How can this man give us (His) flesh to eat?” (John 6:52)

Many left disappointed in Jesus’ words about eating flesh and drinking blood.  Probably because both are prohibited by Jewish law. 

“Many of His disciples who were listening said, ‘This saying is hard; who can accept it?’  As a result of this, many (of) His disciples returned to their former way of life and no longer accompanied Him.” (John 6:60, 66)

These individuals choose to return to their old lives, instead of “the Jewish sin” of consuming the body and blood of Jesus Christ.  They took the words on an absolutely literal basis!  These poor souls believed they had to actually eat the skin of Jesus.  They envisioned acts of cannibalism.

This literal concept of “cannibalism” is revolting, even to me.  But yet, we are eating the actual body and blood of our divine Jesus Christ at every Mass in the Catholic Church.  I am not being hypocritical in any way.  To non-Catholics (and even some Catholics), this concept of “transubstantiation” is hard to understand.  The bread (host) and wine does not change physically, or even molecularly; yet both change “substantially” into the body and blood of our Savior Jesus Christ.  Non-believers (including most Protestants) don’t understand or believe in this concept of “transubstantiation.”  How wrong they were (and are).  I will hope to offer proof in this reflection.

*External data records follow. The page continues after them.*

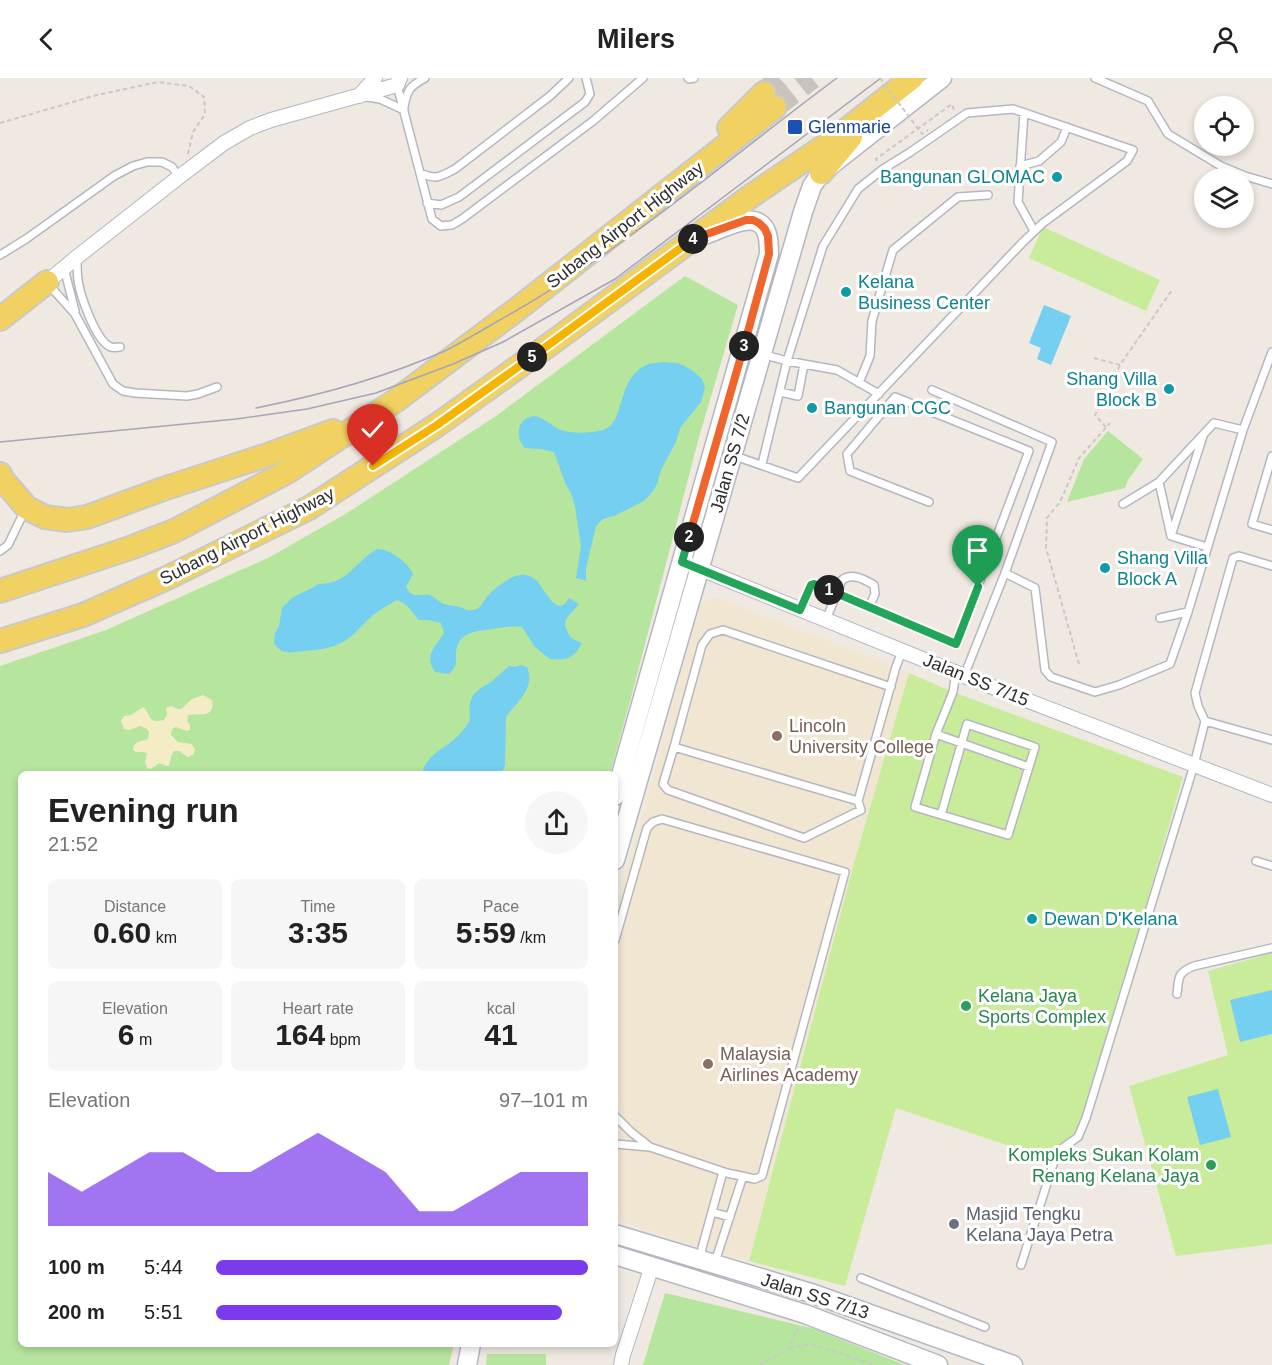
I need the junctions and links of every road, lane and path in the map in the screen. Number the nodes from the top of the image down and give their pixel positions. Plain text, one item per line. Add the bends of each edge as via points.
1 (375, 78) edge
2 (425, 78) edge
3 (569, 78) edge
4 (586, 78) edge
5 (643, 78) edge
6 (688, 78) edge
7 (694, 78) edge
8 (880, 78) edge
9 (912, 78) edge
10 (942, 78) edge
11 (1095, 78) edge
12 (397, 80) edge
13 (359, 96) junction
14 (769, 100) tunnel mouth
15 (876, 108) junction
16 (404, 110) junction
17 (955, 110) dead end
18 (1024, 113) junction
19 (0, 123) edge
20 (1067, 127) junction
21 (928, 130) dead end
22 (880, 164) dead end
23 (1020, 166) junction
24 (184, 172) junction
25 (420, 173) junction
26 (821, 173) junction
27 (1272, 184) edge
28 (988, 195) dead end
29 (428, 203) junction
30 (1034, 231) junction
31 (690, 240) junction
32 (0, 255) edge
33 (77, 257) junction
34 (55, 275) junction
35 (1172, 290) dead end
36 (75, 314) junction
37 (0, 319) edge
38 (120, 347) dead end
39 (743, 348) junction
40 (1272, 352) edge
41 (762, 354) junction
42 (1094, 358) dead end
43 (787, 361) junction
44 (804, 364) junction
45 (1120, 365) junction
46 (859, 383) junction
47 (217, 387) dead end
48 (933, 390) dead end
49 (780, 392) junction
50 (879, 394) junction
51 (369, 417) junction
52 (1110, 423) dead end
53 (1106, 427) junction
54 (1243, 430) junction
55 (1204, 433) junction
56 (732, 455) junction
57 (1272, 456) edge
58 (762, 464) junction
59 (0, 474) edge
60 (1159, 482) junction
61 (929, 502) dead end
62 (1123, 504) dead end
63 (27, 508) junction
64 (1272, 530) edge
65 (1172, 536) junction
66 (1207, 547) junction
67 (0, 551) edge
68 (682, 562) junction
69 (1272, 566) edge
70 (699, 569) junction
71 (1005, 573) junction
72 (0, 591) edge
73 (836, 594) junction
74 (869, 607) junction
75 (800, 610) junction
76 (1188, 612) junction
77 (1160, 618) dead end
78 (826, 620) junction
79 (0, 641) edge
80 (902, 651) junction
81 (1079, 664) dead end
82 (960, 674) junction
83 (891, 687) junction
84 (1205, 721) junction
85 (936, 734) junction
86 (1272, 740) edge
87 (961, 743) junction
88 (674, 747) junction
89 (1194, 765) junction
90 (1029, 767) junction
91 (618, 786) edge
92 (1272, 795) edge
93 (858, 801) junction
94 (941, 815) junction
95 (618, 850) edge
96 (1256, 861) dead end
97 (1272, 866) edge
98 (618, 930) edge
99 (1272, 948) edge
100 (1178, 994) dead end
101 (618, 1119) edge
102 (618, 1144) edge
103 (650, 1147) junction
104 (723, 1172) junction
105 (743, 1176) junction
106 (712, 1212) junction
107 (730, 1217) junction
108 (618, 1235) edge
109 (618, 1257) edge
110 (707, 1262) junction
111 (1021, 1265) dead end
112 (652, 1266) junction
113 (861, 1278) dead end
114 (704, 1282) junction
115 (806, 1314) junction
116 (985, 1327) dead end
117 (470, 1347) edge
118 (789, 1348) junction
119 (467, 1365) edge
120 (621, 1365) edge
121 (760, 1365) edge
122 (875, 1365) edge
123 (938, 1365) edge
124 (1013, 1365) edge

1 - 13 street
2 - 16 lane via 411,86
3 - 25 lane via 455,170 437,178
4 - 29 lane via 590,93 585,102 459,197 441,205
5 - 29 lane via 593,121 452,225 441,226 432,219
6 - 7 lane
8 - 21 path, bridge via 922,134
9 - 15 main road, Subang Airport Highway
10 - 26 street
11 - 27 lane via 1148,101 1168,134 1177,140 1221,166
12 - 13 street
12 - 16 lane
13 - 16 lane via 380,99
13 - 24 street via 250,128
14 - 51 main road, Subang Airport Highway via 723,134 689,174 516,310
15 - 26 main road
15 - 31 main road, Subang Airport Highway
16 - 25 lane
17 - 22 path via 952,104 926,122 876,159
18 - 20 lane
18 - 23 lane
18 - 43 lane via 1013,109 967,113 858,189 823,246
19 - 24 path via 147,84 189,86 204,97 205,114 193,132
20 - 23 lane via 1061,142 1039,161
20 - 30 lane via 1133,150 1127,161
23 - 30 lane via 1017,202
24 - 32 lane via 162,162 133,166
24 - 33 street
25 - 29 lane
26 - 41 street, Jalan SS 7/2 via 803,212
28 - 46 lane via 958,196 893,250 873,321 870,356
30 - 50 lane
31 - 39 street, Jalan SS 7/2 via 746,220 765,229 769,254
31 - 79 main road, Subang Airport Highway via 437,425 309,508 83,615
33 - 34 street
33 - 38 lane via 83,301 94,326 109,347
34 - 36 lane
34 - 36 lane
34 - 37 main road
35 - 45 path
36 - 47 lane via 113,384 123,391 187,396
39 - 41 lane
39 - 68 street, Jalan SS 7/2
40 - 54 lane
41 - 43 lane
41 - 56 street, Jalan SS 7/2
42 - 45 path
43 - 44 lane
43 - 49 lane
44 - 46 lane via 837,370
44 - 49 lane via 798,396
45 - 53 path via 1095,415
46 - 50 lane
48 - 71 lane via 1052,442
49 - 58 lane
50 - 58 lane via 798,478
51 - 63 main road via 87,516 67,520 45,517
51 - 72 main road, Subang Airport Highway via 289,471 174,531
52 - 53 path
53 - 81 path via 1079,458 1060,502 1047,518 1046,548
54 - 55 lane via 1214,423
54 - 66 lane
55 - 60 lane
55 - 65 lane
56 - 58 lane
56 - 70 street, Jalan SS 7/2
57 - 64 lane via 1252,524
59 - 63 main road
60 - 62 lane
60 - 65 lane
61 - 74 lane via 850,471 847,454 895,397 1029,451 956,644
63 - 67 lane via 8,545
65 - 66 lane
66 - 76 lane
68 - 70 street, Jalan SS 7/15
68 - 91 street, Jalan SS 7/2
69 - 84 lane via 1239,555 1233,558 1195,693
70 - 75 street, Jalan SS 7/15
70 - 95 street, Jalan SS 7/2
71 - 76 lane via 1035,588 1046,670 1051,677 1095,692 1170,664
71 - 82 lane
73 - 74 lane
73 - 74 lane via 842,580 852,576 872,584 875,591
73 - 75 lane via 812,584
73 - 78 lane
75 - 78 street, Jalan SS 7/15
76 - 77 lane
78 - 80 street, Jalan SS 7/15
80 - 82 street, Jalan SS 7/15
80 - 83 lane
82 - 85 lane
82 - 89 street, Jalan SS 7/15
83 - 88 lane via 723,630 710,634 702,645
83 - 93 lane
84 - 86 lane
84 - 89 lane
85 - 87 lane
85 - 94 lane via 915,807
87 - 90 lane
87 - 90 lane via 967,724 1035,747
87 - 94 lane
88 - 93 lane
88 - 93 lane via 663,784 668,790 804,838 861,810
89 - 92 street, Jalan SS 7/15
89 - 111 lane via 1086,1118 1078,1137 1057,1152
90 - 94 lane via 1008,835
96 - 97 lane
98 - 105 lane via 647,828 662,819 845,872 762,1176
99 - 100 lane via 1184,970 1179,975
101 - 103 lane
102 - 103 lane
103 - 104 lane
104 - 105 lane
104 - 106 lane
105 - 107 lane
106 - 107 lane
106 - 110 lane via 702,1248
107 - 110 lane
108 - 110 street, Jalan SS 7/13
109 - 112 street, Jalan SS 7/13
110 - 114 street
110 - 124 street, Jalan SS 7/13 via 811,1293
112 - 114 street, Jalan SS 7/13
112 - 120 street
113 - 116 lane
114 - 115 street, Jalan SS 7/13
115 - 118 path
115 - 123 street, Jalan SS 7/13
117 - 119 street
118 - 121 path
118 - 122 path via 811,1344

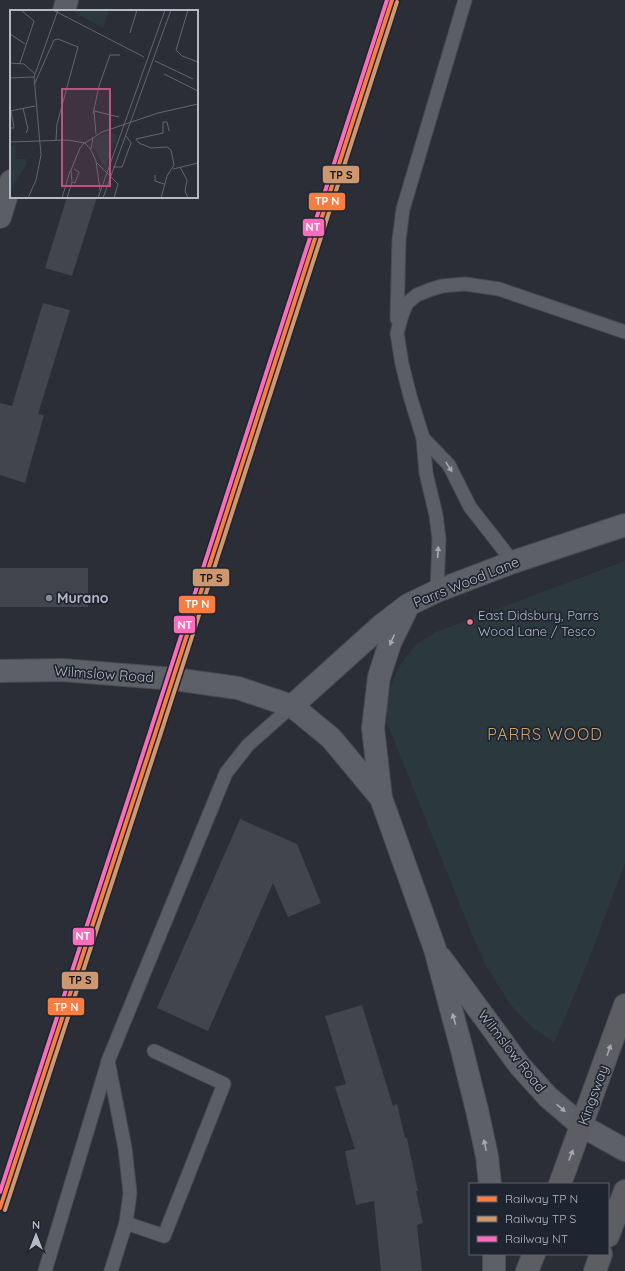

Jesus said to His disciples:

Amen, amen, I say to you, unless you eat the flesh of the Son of Man and drink his blood, you do not have life within you.” (John 6:53)

Another Amen, amen – – “YO, LISTEN TO ME” – – moment for the people He is talking to and teaching.  He goes on to say:

Whoever eats my flesh and drinks my blood has eternal life, and I will raise him on the last day.” (John 6:54)

Notice that Jesus did not say “eat a representation or simulation of my body.”  He also did not say “reminder of my body… ”.  Jesus said in no uncertain terms:

“… EATS my flesh and DRINKS my blood …” (John 6:54)

Jesus goes on to declare that only through Him, can one obtain salvation.  Only through Jesus Christ can we obtain the grace to overcome our sins and iniquities.  Only through Jesus can we obtain the grace of eternal life in paradise with the Holy Family, the angels, the Saints, and the entire celestial court.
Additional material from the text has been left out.